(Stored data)
====
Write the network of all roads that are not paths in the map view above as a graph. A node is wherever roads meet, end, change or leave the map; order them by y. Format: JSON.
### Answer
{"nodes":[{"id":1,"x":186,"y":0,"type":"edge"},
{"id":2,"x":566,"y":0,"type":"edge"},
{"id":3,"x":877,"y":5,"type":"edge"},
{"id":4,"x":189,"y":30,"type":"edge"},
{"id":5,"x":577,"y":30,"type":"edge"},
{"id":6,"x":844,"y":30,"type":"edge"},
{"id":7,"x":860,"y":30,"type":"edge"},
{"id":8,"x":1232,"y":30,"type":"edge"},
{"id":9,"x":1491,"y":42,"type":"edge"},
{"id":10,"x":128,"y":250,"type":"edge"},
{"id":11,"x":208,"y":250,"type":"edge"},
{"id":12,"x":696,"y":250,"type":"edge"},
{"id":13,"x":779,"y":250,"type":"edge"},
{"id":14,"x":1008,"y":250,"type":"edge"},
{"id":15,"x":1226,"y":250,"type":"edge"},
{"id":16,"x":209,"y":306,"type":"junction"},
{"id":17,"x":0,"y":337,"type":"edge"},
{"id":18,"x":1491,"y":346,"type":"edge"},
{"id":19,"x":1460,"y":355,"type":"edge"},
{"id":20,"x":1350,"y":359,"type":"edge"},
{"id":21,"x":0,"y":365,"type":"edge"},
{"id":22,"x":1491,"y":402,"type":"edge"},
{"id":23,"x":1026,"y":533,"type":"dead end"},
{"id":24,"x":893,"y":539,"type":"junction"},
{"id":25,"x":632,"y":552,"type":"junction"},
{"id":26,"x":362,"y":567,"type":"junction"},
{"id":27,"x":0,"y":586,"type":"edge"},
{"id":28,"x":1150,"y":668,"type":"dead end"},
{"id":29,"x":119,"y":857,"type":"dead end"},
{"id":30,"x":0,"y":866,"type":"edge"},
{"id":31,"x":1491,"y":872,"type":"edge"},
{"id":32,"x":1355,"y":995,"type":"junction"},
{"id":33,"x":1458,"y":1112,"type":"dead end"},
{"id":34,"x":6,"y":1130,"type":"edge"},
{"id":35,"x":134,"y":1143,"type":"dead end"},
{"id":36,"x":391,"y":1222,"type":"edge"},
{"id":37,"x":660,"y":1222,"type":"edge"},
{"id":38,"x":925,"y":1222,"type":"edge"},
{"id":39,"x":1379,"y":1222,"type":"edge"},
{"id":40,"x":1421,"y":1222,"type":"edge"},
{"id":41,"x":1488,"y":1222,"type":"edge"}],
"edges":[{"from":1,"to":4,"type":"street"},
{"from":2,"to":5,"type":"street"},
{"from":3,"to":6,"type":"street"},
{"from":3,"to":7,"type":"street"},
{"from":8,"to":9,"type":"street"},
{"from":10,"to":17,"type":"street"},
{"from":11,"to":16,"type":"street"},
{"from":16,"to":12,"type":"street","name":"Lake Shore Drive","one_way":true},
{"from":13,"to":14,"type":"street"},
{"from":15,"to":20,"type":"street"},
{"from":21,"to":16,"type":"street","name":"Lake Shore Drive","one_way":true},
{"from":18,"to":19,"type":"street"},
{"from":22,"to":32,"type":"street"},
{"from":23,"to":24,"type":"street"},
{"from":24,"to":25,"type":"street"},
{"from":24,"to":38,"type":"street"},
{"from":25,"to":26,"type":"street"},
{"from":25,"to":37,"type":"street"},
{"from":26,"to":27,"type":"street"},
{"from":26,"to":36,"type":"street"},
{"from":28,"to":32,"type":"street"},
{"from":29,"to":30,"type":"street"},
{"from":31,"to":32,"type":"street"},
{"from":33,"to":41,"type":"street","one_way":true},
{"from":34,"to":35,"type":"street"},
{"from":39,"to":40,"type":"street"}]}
====
**Task brief:** Find and count the lines of the data that include the string "junction", and report that figure by itself.

**Response:** 5